BEGIN Data to examine

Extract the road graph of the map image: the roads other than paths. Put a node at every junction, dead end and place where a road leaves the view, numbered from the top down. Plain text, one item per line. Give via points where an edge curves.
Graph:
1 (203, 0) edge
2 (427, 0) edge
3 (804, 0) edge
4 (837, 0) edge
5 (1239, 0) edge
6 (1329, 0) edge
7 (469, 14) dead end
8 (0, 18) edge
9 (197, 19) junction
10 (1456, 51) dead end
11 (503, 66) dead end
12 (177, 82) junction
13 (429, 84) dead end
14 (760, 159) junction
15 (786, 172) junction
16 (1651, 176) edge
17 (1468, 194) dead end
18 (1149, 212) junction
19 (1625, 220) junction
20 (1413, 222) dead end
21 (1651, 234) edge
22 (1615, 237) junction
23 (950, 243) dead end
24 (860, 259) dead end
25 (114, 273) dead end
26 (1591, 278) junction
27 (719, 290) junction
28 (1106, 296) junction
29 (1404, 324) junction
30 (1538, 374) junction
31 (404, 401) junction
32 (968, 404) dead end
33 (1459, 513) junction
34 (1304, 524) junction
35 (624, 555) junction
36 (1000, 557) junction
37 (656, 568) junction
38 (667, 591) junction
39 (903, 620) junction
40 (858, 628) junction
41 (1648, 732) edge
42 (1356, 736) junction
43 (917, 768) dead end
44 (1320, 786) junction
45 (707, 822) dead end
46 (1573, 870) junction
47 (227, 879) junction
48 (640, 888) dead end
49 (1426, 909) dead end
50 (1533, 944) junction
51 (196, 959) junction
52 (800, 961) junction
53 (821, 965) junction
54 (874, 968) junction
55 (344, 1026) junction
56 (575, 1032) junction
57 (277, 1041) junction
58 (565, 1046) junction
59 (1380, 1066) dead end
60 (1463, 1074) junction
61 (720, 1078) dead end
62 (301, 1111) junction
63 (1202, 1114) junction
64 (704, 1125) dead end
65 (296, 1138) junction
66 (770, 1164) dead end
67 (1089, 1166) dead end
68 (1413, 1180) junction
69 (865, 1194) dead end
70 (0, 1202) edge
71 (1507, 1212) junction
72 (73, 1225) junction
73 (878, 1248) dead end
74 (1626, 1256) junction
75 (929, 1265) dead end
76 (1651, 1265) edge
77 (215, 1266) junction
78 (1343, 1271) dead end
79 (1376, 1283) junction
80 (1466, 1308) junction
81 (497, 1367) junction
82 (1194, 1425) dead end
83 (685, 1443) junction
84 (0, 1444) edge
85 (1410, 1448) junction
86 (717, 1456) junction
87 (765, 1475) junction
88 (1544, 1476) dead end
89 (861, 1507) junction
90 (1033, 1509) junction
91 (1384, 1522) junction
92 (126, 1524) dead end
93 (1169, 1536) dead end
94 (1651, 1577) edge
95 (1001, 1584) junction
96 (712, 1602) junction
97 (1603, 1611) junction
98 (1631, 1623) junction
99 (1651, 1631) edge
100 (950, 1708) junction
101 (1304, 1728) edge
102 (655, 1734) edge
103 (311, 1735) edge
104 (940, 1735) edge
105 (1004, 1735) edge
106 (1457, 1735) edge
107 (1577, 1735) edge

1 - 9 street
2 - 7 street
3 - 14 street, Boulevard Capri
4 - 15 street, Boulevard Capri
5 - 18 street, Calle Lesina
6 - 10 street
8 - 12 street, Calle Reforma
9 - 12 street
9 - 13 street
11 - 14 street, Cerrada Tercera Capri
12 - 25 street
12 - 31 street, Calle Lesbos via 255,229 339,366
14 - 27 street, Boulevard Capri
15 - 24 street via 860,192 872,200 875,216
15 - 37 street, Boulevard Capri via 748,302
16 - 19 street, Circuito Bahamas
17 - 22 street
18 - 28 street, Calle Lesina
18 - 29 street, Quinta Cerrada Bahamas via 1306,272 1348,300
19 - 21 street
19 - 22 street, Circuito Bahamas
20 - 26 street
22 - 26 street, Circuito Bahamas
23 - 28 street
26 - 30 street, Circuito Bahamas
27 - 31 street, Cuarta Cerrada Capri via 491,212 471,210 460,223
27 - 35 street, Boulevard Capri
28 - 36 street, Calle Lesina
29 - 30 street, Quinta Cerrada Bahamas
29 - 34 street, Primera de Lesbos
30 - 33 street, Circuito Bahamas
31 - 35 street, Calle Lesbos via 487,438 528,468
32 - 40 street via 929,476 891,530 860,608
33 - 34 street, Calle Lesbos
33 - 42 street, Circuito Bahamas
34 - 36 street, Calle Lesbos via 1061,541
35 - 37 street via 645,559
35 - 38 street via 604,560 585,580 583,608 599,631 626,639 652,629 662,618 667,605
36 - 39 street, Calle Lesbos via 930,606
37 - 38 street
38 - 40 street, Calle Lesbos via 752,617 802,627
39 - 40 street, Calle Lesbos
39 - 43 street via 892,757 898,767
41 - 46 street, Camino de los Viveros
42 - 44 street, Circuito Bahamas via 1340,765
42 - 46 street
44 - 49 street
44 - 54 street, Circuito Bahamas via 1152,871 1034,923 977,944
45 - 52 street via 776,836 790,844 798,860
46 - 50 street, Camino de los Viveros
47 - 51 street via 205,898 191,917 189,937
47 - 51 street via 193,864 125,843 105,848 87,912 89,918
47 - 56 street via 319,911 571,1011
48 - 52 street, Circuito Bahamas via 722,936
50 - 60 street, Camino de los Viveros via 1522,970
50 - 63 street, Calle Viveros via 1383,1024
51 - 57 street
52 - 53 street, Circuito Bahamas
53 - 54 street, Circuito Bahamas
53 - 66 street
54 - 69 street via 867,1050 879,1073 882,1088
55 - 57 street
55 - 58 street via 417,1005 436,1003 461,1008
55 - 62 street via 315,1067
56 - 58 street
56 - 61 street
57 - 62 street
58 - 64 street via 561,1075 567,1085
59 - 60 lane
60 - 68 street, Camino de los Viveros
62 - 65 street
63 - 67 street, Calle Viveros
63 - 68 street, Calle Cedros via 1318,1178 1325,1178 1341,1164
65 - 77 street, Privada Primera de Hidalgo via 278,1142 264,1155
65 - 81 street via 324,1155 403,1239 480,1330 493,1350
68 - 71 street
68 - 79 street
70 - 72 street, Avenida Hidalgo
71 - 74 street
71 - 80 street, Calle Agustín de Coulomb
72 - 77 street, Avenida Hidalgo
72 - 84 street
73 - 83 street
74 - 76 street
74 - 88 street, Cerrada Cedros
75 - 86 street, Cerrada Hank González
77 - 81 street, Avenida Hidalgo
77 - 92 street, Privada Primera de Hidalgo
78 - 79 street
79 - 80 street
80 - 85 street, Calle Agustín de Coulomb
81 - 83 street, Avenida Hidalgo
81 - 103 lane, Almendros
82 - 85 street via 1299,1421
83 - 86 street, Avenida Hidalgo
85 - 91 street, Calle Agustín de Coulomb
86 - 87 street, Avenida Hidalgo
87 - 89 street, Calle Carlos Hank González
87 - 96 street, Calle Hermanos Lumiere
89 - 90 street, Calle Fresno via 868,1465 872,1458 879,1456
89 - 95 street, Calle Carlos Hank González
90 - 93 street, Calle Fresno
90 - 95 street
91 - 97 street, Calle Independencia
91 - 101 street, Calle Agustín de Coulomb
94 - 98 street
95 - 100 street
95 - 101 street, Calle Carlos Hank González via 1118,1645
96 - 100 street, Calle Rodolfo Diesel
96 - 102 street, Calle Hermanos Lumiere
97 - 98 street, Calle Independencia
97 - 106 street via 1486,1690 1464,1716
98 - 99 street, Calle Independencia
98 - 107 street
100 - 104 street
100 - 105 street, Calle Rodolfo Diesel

END Data to examine

__Description of the task__
A complete, exact repeat of the records is the required answer.

__Expected answer__
Extract the road graph of the map image: the roads other than paths. Put a node at every junction, dead end and place where a road leaves the view, numbered from the top down. Plain text, one item per line. Give via points where an edge curves.
Graph:
1 (203, 0) edge
2 (427, 0) edge
3 (804, 0) edge
4 (837, 0) edge
5 (1239, 0) edge
6 (1329, 0) edge
7 (469, 14) dead end
8 (0, 18) edge
9 (197, 19) junction
10 (1456, 51) dead end
11 (503, 66) dead end
12 (177, 82) junction
13 (429, 84) dead end
14 (760, 159) junction
15 (786, 172) junction
16 (1651, 176) edge
17 (1468, 194) dead end
18 (1149, 212) junction
19 (1625, 220) junction
20 (1413, 222) dead end
21 (1651, 234) edge
22 (1615, 237) junction
23 (950, 243) dead end
24 (860, 259) dead end
25 (114, 273) dead end
26 (1591, 278) junction
27 (719, 290) junction
28 (1106, 296) junction
29 (1404, 324) junction
30 (1538, 374) junction
31 (404, 401) junction
32 (968, 404) dead end
33 (1459, 513) junction
34 (1304, 524) junction
35 (624, 555) junction
36 (1000, 557) junction
37 (656, 568) junction
38 (667, 591) junction
39 (903, 620) junction
40 (858, 628) junction
41 (1648, 732) edge
42 (1356, 736) junction
43 (917, 768) dead end
44 (1320, 786) junction
45 (707, 822) dead end
46 (1573, 870) junction
47 (227, 879) junction
48 (640, 888) dead end
49 (1426, 909) dead end
50 (1533, 944) junction
51 (196, 959) junction
52 (800, 961) junction
53 (821, 965) junction
54 (874, 968) junction
55 (344, 1026) junction
56 (575, 1032) junction
57 (277, 1041) junction
58 (565, 1046) junction
59 (1380, 1066) dead end
60 (1463, 1074) junction
61 (720, 1078) dead end
62 (301, 1111) junction
63 (1202, 1114) junction
64 (704, 1125) dead end
65 (296, 1138) junction
66 (770, 1164) dead end
67 (1089, 1166) dead end
68 (1413, 1180) junction
69 (865, 1194) dead end
70 (0, 1202) edge
71 (1507, 1212) junction
72 (73, 1225) junction
73 (878, 1248) dead end
74 (1626, 1256) junction
75 (929, 1265) dead end
76 (1651, 1265) edge
77 (215, 1266) junction
78 (1343, 1271) dead end
79 (1376, 1283) junction
80 (1466, 1308) junction
81 (497, 1367) junction
82 (1194, 1425) dead end
83 (685, 1443) junction
84 (0, 1444) edge
85 (1410, 1448) junction
86 (717, 1456) junction
87 (765, 1475) junction
88 (1544, 1476) dead end
89 (861, 1507) junction
90 (1033, 1509) junction
91 (1384, 1522) junction
92 (126, 1524) dead end
93 (1169, 1536) dead end
94 (1651, 1577) edge
95 (1001, 1584) junction
96 (712, 1602) junction
97 (1603, 1611) junction
98 (1631, 1623) junction
99 (1651, 1631) edge
100 (950, 1708) junction
101 (1304, 1728) edge
102 (655, 1734) edge
103 (311, 1735) edge
104 (940, 1735) edge
105 (1004, 1735) edge
106 (1457, 1735) edge
107 (1577, 1735) edge

1 - 9 street
2 - 7 street
3 - 14 street, Boulevard Capri
4 - 15 street, Boulevard Capri
5 - 18 street, Calle Lesina
6 - 10 street
8 - 12 street, Calle Reforma
9 - 12 street
9 - 13 street
11 - 14 street, Cerrada Tercera Capri
12 - 25 street
12 - 31 street, Calle Lesbos via 255,229 339,366
14 - 27 street, Boulevard Capri
15 - 24 street via 860,192 872,200 875,216
15 - 37 street, Boulevard Capri via 748,302
16 - 19 street, Circuito Bahamas
17 - 22 street
18 - 28 street, Calle Lesina
18 - 29 street, Quinta Cerrada Bahamas via 1306,272 1348,300
19 - 21 street
19 - 22 street, Circuito Bahamas
20 - 26 street
22 - 26 street, Circuito Bahamas
23 - 28 street
26 - 30 street, Circuito Bahamas
27 - 31 street, Cuarta Cerrada Capri via 491,212 471,210 460,223
27 - 35 street, Boulevard Capri
28 - 36 street, Calle Lesina
29 - 30 street, Quinta Cerrada Bahamas
29 - 34 street, Primera de Lesbos
30 - 33 street, Circuito Bahamas
31 - 35 street, Calle Lesbos via 487,438 528,468
32 - 40 street via 929,476 891,530 860,608
33 - 34 street, Calle Lesbos
33 - 42 street, Circuito Bahamas
34 - 36 street, Calle Lesbos via 1061,541
35 - 37 street via 645,559
35 - 38 street via 604,560 585,580 583,608 599,631 626,639 652,629 662,618 667,605
36 - 39 street, Calle Lesbos via 930,606
37 - 38 street
38 - 40 street, Calle Lesbos via 752,617 802,627
39 - 40 street, Calle Lesbos
39 - 43 street via 892,757 898,767
41 - 46 street, Camino de los Viveros
42 - 44 street, Circuito Bahamas via 1340,765
42 - 46 street
44 - 49 street
44 - 54 street, Circuito Bahamas via 1152,871 1034,923 977,944
45 - 52 street via 776,836 790,844 798,860
46 - 50 street, Camino de los Viveros
47 - 51 street via 205,898 191,917 189,937
47 - 51 street via 193,864 125,843 105,848 87,912 89,918
47 - 56 street via 319,911 571,1011
48 - 52 street, Circuito Bahamas via 722,936
50 - 60 street, Camino de los Viveros via 1522,970
50 - 63 street, Calle Viveros via 1383,1024
51 - 57 street
52 - 53 street, Circuito Bahamas
53 - 54 street, Circuito Bahamas
53 - 66 street
54 - 69 street via 867,1050 879,1073 882,1088
55 - 57 street
55 - 58 street via 417,1005 436,1003 461,1008
55 - 62 street via 315,1067
56 - 58 street
56 - 61 street
57 - 62 street
58 - 64 street via 561,1075 567,1085
59 - 60 lane
60 - 68 street, Camino de los Viveros
62 - 65 street
63 - 67 street, Calle Viveros
63 - 68 street, Calle Cedros via 1318,1178 1325,1178 1341,1164
65 - 77 street, Privada Primera de Hidalgo via 278,1142 264,1155
65 - 81 street via 324,1155 403,1239 480,1330 493,1350
68 - 71 street
68 - 79 street
70 - 72 street, Avenida Hidalgo
71 - 74 street
71 - 80 street, Calle Agustín de Coulomb
72 - 77 street, Avenida Hidalgo
72 - 84 street
73 - 83 street
74 - 76 street
74 - 88 street, Cerrada Cedros
75 - 86 street, Cerrada Hank González
77 - 81 street, Avenida Hidalgo
77 - 92 street, Privada Primera de Hidalgo
78 - 79 street
79 - 80 street
80 - 85 street, Calle Agustín de Coulomb
81 - 83 street, Avenida Hidalgo
81 - 103 lane, Almendros
82 - 85 street via 1299,1421
83 - 86 street, Avenida Hidalgo
85 - 91 street, Calle Agustín de Coulomb
86 - 87 street, Avenida Hidalgo
87 - 89 street, Calle Carlos Hank González
87 - 96 street, Calle Hermanos Lumiere
89 - 90 street, Calle Fresno via 868,1465 872,1458 879,1456
89 - 95 street, Calle Carlos Hank González
90 - 93 street, Calle Fresno
90 - 95 street
91 - 97 street, Calle Independencia
91 - 101 street, Calle Agustín de Coulomb
94 - 98 street
95 - 100 street
95 - 101 street, Calle Carlos Hank González via 1118,1645
96 - 100 street, Calle Rodolfo Diesel
96 - 102 street, Calle Hermanos Lumiere
97 - 98 street, Calle Independencia
97 - 106 street via 1486,1690 1464,1716
98 - 99 street, Calle Independencia
98 - 107 street
100 - 104 street
100 - 105 street, Calle Rodolfo Diesel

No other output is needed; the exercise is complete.